The COVID-19 pandemic has triggered a wave of succession planning among financial advisors that some experts believe could become the largest transition the industry has ever seen.
Every major financial crisis leads to a rise in succession planning among advisors, says George Hartman, president and chief executive of Market Logics Inc. in Toronto, who coaches advisors on practice management matters, including succession planning. In addition to the usual factors such as increased market volatility and lower short-term growth potential, the pandemic has created multiple reasons for more experienced advisors to consider passing the baton on to the next generation.
“It reminds me very much of the 2008-09 [global financial] crisis,” he says. “There was a big transition [of financial advisors] around that time and I kind of feel like we are in a similar situation today.”

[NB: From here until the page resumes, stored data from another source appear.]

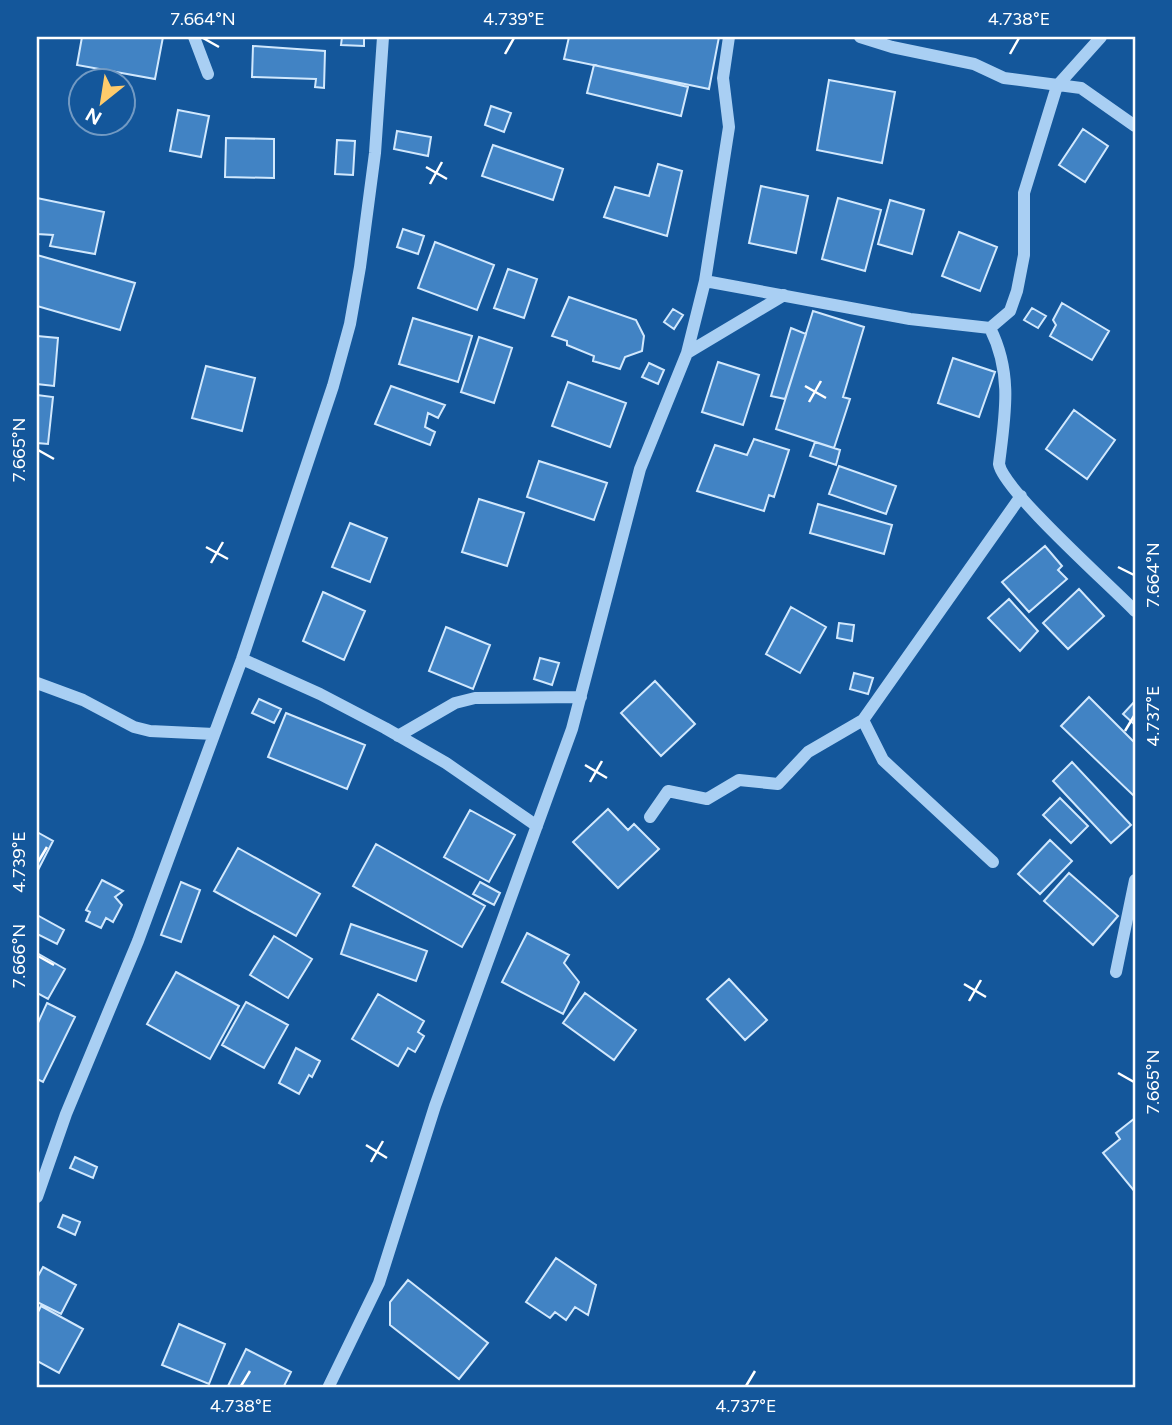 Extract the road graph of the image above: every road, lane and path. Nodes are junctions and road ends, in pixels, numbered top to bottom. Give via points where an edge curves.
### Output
1 (194, 37) edge
2 (383, 37) edge
3 (729, 37) edge
4 (860, 37) edge
5 (1101, 37) edge
6 (208, 74) dead end
7 (1057, 86) junction
8 (1135, 126) edge
9 (705, 281) junction
10 (783, 295) junction
11 (990, 328) junction
12 (687, 353) junction
13 (1021, 496) junction
14 (1135, 611) edge
15 (242, 659) junction
16 (37, 683) edge
17 (581, 697) junction
18 (863, 720) junction
19 (214, 734) junction
20 (398, 736) junction
21 (650, 817) dead end
22 (537, 826) junction
23 (993, 862) dead end
24 (1135, 880) edge
25 (1116, 972) dead end
26 (37, 1197) edge
27 (328, 1388) edge

1 - 6 street
2 - 15 street via 375,153 350,324
3 - 9 street via 723,78 729,127
4 - 7 street via 974,64 1004,78
5 - 7 street
7 - 8 street via 1081,89
7 - 11 street via 1024,193 1024,255 1017,291 1010,311
9 - 10 street
9 - 12 street
10 - 11 street via 910,319
10 - 12 street
11 - 13 street via 1001,350 1006,377 1000,471
12 - 17 street via 640,469
13 - 14 street
13 - 18 street
15 - 19 street
15 - 20 street
16 - 19 street via 134,727
17 - 20 street via 475,698 455,703
17 - 22 street
18 - 21 street via 808,752 778,784 739,780 707,799 668,791
18 - 23 street via 883,760
19 - 26 street
20 - 22 street
22 - 27 street via 435,1106 379,1283
24 - 25 street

For example, any advisors who might have been contemplating selling their books of business in early 2020 would say, “‘This is something I couldn’t foresee, cannot control, and do not want to contend with,’ so, now I think we could see an acceleration of people wanting to exit the business,” Mr. Hartman says.
Jeff Gans has been watching that acceleration occur in real-time since the start of the pandemic. As the founder and CEO of Purpose Advisor Solutions, part of his business involves buying books of business from retiring advisors and providing financing for younger advisors looking to acquire their bosses’ business.
“We have seen a tripling, at least, maybe even four or five times now, in terms of the number of advisors saying they really need to think about [succession planning], and we think that is only going to continue to grow,” Mr. Gans says, noting that the growth his firm has observed since the start of the year was after “already seeing an increase in that trend” over the previous 12 months.
“This is not going to slow down,” he says, “it is only going to accelerate from here.”
One of the reasons for that is because during the global financial crisis, advisors had to wait years for the value of their books back to get back to a level at which they could seriously consider selling their businesses without making a major financial sacrifice. However, Mr. Hartman says the market’s recovery this time around has outpaced that of the underlying economy, potentially adding more urgency to the current wave of advisor succession planning.
In addition, there are other reasons this time around that are compounding the usual financial implications why advisors tend to accelerate their retirement plans in times of crisis. These range from the forced adoption of new technology, to the rapidly changing role of the advisor, to an aversion to the idea of resuming a regular, high-contact office life. Add that to an average age of 55 years old among advisors in North America – with one-fifth of all advisors over the age of 65, according to 2019 data from J.D. Power – and you end up with a recipe for an industry-wide retirement wave of truly historical proportions.
“What comes up more often than not with some of the older advisors in terms of the issues they’re facing that may lead them to decide to put their succession plan in action would be the recent and rapid increase in technology use and requirements,” says David Bernstein, senior consultant at IG Wealth Management in Toronto, who recently put his own succession planning in place after turning 60 years old in July.
“The facilities were there before, but the motivation and ability to pull yourself together after you’ve been in the business for 25 or 30 years and potentially learn an entirely new system all over again? Some of the older advisors are having great difficulty, with the rapid technological changes that COVID-19 has brought about,” he says.
The pandemic has also forced “the role of the advisor itself to change,” Mr. Hartman says. “We have had to stop being technicians and administrators and just effecting transactions and things like that, and we have become coaches, counsellors and cheerleaders. In terms of how that impacts succession, there are going to be some advisors who are either ill-equipped or not interested in taking on that role.”
Wendy Leung, senior consultant with Diamond Consultants in Morristown, N.J., says COVID-19 has “made the urgency” of succession planning among financial advisors “more tangible” for all the reasons that might be expected, but with an additional motivating factor that’s unique to this particular crisis.
In this type of environment, Ms. Leung says an advisor’s decision to retire “could come from even practical things, like having no intention of getting on a train or a subway and commuting to my office downtown anymore, even though that will eventually be expected of me again. This has become a topic that we now discuss daily because there is a wave of retiring advisors.”
Meanwhile, Mr. Bernstein says that “the other thing that really hits you with something like COVID-19 is not just the financial aspect of it or the logistical changes it required, it also makes advisors ask themselves, ‘Do I really want to keep doing this now since our mortality is front and centre, with my age being what it is?’
“Why do this for another five years when I can try and sell my book sooner and enjoy life a little bit more given how fragile it is right now?” he says. “That’s a highly personal and unique thing for each individual, but I’m sure many advisors have experienced a similar thought process.”
Although Mr. Hartman says he’s still getting far more calls from advisors looking to buy books of business off of retiring advisors than he does from advisors looking to sell, he expects that to change at some point in the not too distant future.
“That [dynamic] will persist for a while, but combine all these factors – especially the impact of the pandemic, psychologically, the way it’s changing the role of advisors and the necessity to adapt to new technology – and I think we are going to have more sellers than buyers eventually,” he says.